§ **WHAT TO WORK ON**: Determine the number of lines in the data below that hold "Boulevard"; give nothing but that number.

(Collected data)
========================================================================

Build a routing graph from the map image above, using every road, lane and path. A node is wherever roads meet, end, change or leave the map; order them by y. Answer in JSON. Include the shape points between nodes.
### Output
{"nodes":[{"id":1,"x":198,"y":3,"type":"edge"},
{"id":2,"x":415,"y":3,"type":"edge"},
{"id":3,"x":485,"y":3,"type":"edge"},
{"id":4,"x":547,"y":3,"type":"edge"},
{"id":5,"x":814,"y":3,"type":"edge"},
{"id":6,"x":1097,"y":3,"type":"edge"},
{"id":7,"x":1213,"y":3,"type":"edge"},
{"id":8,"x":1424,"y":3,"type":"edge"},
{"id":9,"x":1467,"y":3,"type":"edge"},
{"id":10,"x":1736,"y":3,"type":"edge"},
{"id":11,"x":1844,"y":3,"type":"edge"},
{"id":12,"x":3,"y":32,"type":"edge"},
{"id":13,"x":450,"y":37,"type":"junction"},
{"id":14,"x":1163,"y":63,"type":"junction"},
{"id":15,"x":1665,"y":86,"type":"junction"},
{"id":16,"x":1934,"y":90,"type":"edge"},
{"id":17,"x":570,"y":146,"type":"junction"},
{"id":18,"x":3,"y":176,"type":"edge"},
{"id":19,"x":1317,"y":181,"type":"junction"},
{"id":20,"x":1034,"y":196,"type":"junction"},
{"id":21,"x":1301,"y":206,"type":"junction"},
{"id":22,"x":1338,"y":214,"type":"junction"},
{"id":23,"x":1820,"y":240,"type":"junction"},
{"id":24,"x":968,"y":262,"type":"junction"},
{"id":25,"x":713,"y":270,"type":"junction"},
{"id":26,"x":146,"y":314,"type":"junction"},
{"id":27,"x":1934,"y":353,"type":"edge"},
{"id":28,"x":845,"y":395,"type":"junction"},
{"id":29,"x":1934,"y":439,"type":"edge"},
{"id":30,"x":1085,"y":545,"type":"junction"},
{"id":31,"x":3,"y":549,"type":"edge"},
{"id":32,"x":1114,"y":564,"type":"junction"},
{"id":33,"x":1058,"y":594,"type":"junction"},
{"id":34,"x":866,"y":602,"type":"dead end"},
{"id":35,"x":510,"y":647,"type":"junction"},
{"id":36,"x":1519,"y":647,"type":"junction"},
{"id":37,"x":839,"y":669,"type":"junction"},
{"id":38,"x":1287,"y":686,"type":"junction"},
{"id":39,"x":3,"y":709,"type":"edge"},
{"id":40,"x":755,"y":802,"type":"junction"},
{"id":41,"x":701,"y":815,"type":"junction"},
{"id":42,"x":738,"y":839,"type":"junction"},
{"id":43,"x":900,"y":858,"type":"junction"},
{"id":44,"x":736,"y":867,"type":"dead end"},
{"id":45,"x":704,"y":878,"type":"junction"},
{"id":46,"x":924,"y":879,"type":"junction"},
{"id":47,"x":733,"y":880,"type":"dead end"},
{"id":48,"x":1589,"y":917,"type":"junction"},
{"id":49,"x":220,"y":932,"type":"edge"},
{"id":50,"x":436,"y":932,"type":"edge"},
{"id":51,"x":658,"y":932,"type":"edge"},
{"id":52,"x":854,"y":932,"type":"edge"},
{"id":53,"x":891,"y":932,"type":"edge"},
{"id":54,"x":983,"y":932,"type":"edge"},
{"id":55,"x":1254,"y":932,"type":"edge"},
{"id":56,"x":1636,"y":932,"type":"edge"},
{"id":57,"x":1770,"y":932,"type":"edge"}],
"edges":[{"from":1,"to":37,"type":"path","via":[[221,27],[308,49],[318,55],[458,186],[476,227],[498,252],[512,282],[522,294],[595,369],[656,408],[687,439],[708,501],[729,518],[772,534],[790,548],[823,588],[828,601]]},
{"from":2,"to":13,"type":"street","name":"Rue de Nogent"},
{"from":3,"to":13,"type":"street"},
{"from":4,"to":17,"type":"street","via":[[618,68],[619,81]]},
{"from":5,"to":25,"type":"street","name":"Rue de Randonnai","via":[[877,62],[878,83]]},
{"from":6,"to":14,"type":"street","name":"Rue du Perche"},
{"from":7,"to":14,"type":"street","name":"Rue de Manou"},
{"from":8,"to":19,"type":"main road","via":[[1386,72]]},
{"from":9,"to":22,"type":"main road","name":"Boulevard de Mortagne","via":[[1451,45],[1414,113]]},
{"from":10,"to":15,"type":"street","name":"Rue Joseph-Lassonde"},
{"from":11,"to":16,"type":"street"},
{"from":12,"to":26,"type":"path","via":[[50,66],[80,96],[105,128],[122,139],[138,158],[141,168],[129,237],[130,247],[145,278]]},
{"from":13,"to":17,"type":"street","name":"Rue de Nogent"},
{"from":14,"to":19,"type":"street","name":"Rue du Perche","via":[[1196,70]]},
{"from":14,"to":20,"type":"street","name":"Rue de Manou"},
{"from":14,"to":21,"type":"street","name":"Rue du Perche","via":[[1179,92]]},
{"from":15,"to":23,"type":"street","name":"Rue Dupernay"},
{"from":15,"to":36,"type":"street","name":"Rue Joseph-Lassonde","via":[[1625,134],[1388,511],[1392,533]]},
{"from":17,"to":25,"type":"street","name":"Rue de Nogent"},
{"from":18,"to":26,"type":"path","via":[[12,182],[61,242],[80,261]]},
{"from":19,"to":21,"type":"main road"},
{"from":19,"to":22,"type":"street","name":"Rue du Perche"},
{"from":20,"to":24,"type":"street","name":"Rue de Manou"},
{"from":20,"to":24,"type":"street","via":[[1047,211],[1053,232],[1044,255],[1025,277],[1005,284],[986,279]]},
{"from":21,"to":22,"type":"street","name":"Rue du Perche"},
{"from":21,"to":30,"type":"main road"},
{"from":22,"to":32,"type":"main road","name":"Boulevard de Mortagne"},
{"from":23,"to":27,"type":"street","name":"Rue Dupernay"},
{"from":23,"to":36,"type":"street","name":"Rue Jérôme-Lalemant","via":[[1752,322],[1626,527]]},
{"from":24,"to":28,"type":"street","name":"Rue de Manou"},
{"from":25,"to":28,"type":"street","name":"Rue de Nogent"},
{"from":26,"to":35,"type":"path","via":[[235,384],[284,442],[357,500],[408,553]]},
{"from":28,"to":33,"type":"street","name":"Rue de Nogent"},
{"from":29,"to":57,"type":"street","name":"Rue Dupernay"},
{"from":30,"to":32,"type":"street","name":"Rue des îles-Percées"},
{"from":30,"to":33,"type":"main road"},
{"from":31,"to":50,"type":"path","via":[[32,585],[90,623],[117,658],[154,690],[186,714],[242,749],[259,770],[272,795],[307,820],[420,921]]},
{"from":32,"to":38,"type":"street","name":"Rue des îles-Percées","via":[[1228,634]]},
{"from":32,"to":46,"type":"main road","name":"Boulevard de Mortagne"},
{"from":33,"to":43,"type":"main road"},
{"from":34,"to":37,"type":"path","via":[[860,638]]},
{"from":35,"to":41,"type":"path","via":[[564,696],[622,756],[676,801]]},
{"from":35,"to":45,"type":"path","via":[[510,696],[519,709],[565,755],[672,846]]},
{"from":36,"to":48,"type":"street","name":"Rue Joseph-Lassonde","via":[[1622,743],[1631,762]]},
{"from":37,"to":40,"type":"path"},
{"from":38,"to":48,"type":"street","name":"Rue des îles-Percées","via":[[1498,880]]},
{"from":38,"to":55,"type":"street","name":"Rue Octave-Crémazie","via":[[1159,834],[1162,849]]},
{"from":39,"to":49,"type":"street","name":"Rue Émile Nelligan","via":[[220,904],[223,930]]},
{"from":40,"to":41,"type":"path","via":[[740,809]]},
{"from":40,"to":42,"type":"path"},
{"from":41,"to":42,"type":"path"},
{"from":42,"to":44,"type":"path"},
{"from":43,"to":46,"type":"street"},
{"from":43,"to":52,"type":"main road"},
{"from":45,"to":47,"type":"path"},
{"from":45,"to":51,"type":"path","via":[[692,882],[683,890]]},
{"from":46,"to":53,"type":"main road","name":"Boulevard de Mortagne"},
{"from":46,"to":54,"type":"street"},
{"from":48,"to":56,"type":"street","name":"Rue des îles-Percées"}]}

========================================================================

§ **ANSWER SECTION**: 4